▸ Information
⁂

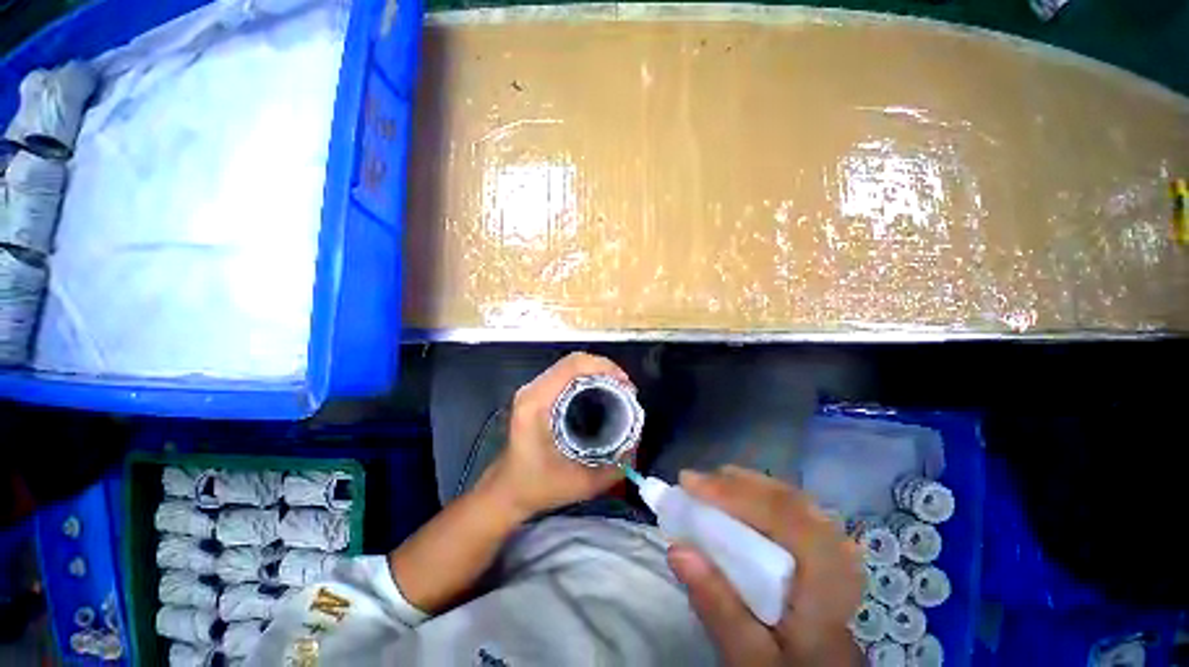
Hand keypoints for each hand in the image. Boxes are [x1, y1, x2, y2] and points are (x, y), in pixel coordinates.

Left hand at [480, 352, 632, 518]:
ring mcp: (533, 389)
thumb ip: (614, 466)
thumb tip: (637, 441)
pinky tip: (601, 392)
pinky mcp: (536, 393)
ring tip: (618, 389)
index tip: (625, 385)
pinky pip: (565, 374)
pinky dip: (587, 377)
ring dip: (597, 371)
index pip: (573, 366)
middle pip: (573, 361)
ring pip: (570, 365)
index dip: (604, 367)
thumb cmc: (538, 487)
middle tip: (626, 388)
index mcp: (537, 403)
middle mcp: (533, 389)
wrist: (506, 490)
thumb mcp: (581, 482)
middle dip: (605, 368)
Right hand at [667, 466, 864, 666]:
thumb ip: (719, 610)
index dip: (736, 494)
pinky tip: (736, 498)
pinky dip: (757, 495)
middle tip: (693, 482)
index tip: (690, 484)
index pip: (786, 520)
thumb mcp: (751, 659)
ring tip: (708, 486)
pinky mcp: (824, 544)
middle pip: (787, 500)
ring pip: (789, 497)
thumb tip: (677, 551)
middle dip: (736, 485)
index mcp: (828, 587)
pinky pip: (790, 506)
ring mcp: (835, 547)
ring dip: (745, 486)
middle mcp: (838, 557)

⁂

▸ Exercise details
Report the number of lines of the listing above that hold the string "middle", with no other text.

▸ Written solution
8